9781590563847_p0_v1_s260x420Starting with her title, Mind If I Order the Cheeseburger? And Other Questions People Ask Vegans (Lantern Books, 2013), author Sherry F. Colb touches a nerve. I hate when people ask if it’s okay for them to eat meat in front of me. Though meant to be polite, the question forces me to choose between two bad options: objecting to the cheeseburger, which makes me (and, by extension, other vegans) look rigid and intolerant, or giving my blessing to the purchase and consumption of the flesh and secretions of tortured, murdered animals (and having to watch and smell it).

Colb doesn’t hand out pat answers to the 13 questions she takes on. Instead she explores why “seemingly innocent, polite [questions are] so fraught for many vegans,” and she supplies facts about the plight of non-human animals that can make answers informative and persuasive. To come up with your own answers, Colb advises choosing a style that fits your personality and comfort level.

In her book, Colb dismantles the assumptions and veiled assertions behind questions like “why not just be vegetarian?” and “what about ‘humanely raised’ animal products?” Always intellectually rigorous, Colb also brings patience and empathy to her analysis, allowing a vegan reader to see that seemingly hostile or willfully ignorant questions may not be ill-intentioned. She believes that “many of the non-vegan’s questions come from a place of open-minded curiosity.” Her book can, in the hands of a non-vegan, satisfy that curiosity.

On the other hand, Colb calls out questioners who try “to humorously undermine [our choice to be vegan] in ways that we would recognize as disrespectful were [they] directed at practitioners of a religious faith instead of at vegans.” She affirms that resenting these questions doesn’t mean one is impatient or unreasonably defensive.

That doesn’t give me license to go off on people who, for example, challenge my support for abortion rights as conflicting with my ethical veganism. Treating such comments as opportunities to educate about the exploitation of animals is better for the animals, my relationship with the questioner, and my blood pressure. Colb admits that at first her own “reaction to these sorts of questions was to feel defensive,” but she has since “come to see the challenging inquiries as more of a gift than a burden.
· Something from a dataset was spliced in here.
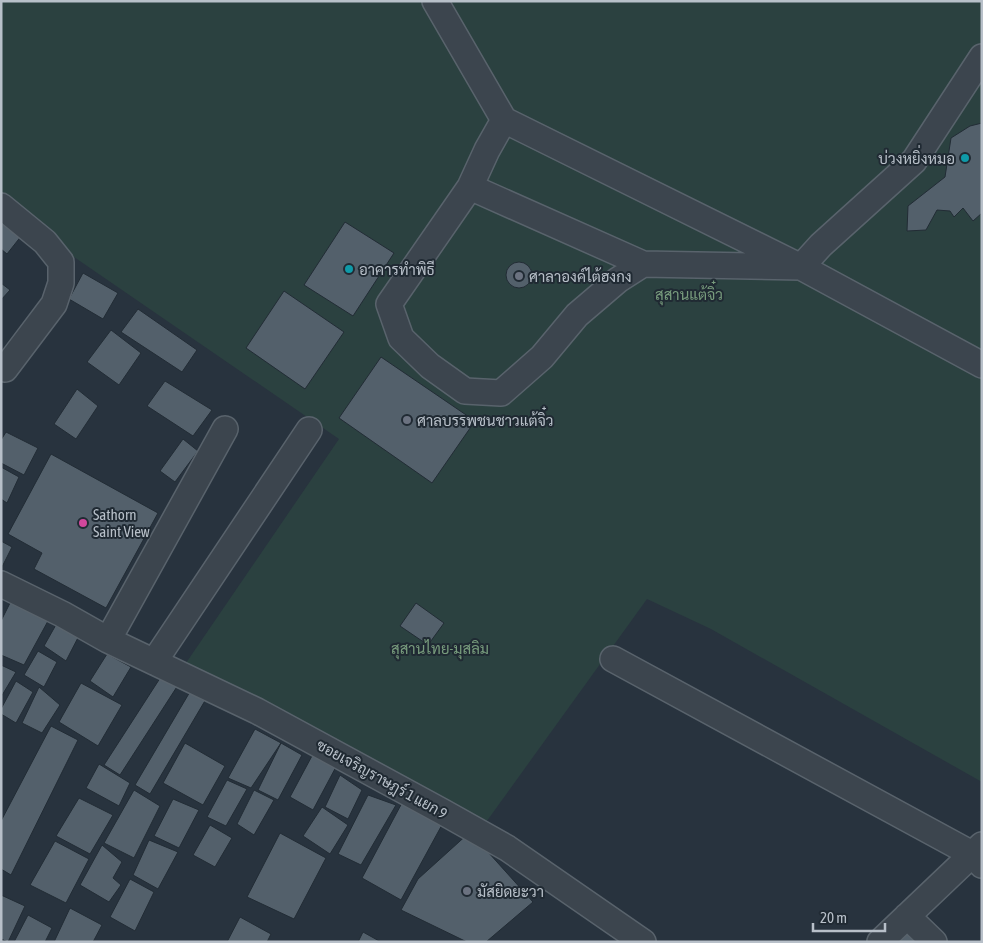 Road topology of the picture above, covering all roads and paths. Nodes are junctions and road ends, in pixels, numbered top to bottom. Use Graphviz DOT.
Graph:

Another reason not to go on the attack when a meat eater offers something like the nonsensical “but if everyone were vegan, cows would die out” is Colb’s observation that nearly all vegans live in glass houses. “If any of us was inclined to become self-righteous and judgmental, then we would have to direct that judgment against our own former selves,” because most of us were not always vegan.

So when someone challenges your veganism with “don’t animals eat other animals?” resist the temptation to offer the person a football helmet to prevent further brain injury. Instead treat the question as an opportunity to spread your message. Colb’s response to that one is, in brief, that “neither lions nor the species we routinely consume … choose to breed other animals for their own consumption, thereby inflicting massive environmental destruction and starvation in the process.” This is one of many examples of her careful thinking. Rather than just opening the door to a debate between nonscientists over whether we are, like lions, obligate carnivores, with a focus on the shape of our teeth and the length of our intestines, she turns the question into a showcase for the detrimental effects of human meat consumption on other humans.

I’m still irked by stupid questions about my boycott of animal exploitation, but after reading this book I now have specific and thoughtful reasons for being irked. I also have the tools to understand that the other person may be speaking from curiosity, not animosity or willful ignorance, and that an informed, respectful answer could get that person thinking.

Though she doesn’t provide a pat answer to the titular cheeseburger question in the book, she recently revealed two on an episode of the Our Hen House podcast. Colb has found that if she answers her dining companion with, “Do you really want to know?” the person often decides on his or her own not to order an animal product. When she is feeling more expansive, Colb will respond, “If you’re asking whether I’ll still eat with you, then the answer is yes. But if you’re asking whether I’m indifferent, no, I’m not indifferent.” I plan to use both.

I recommend this book to everyone. Vegans, if there is any way you can get a non-vegan to take a look at it, do. I can see it having the same impact on someone that Peter Singer’s Animal Liberation had on me – creating a new vegan.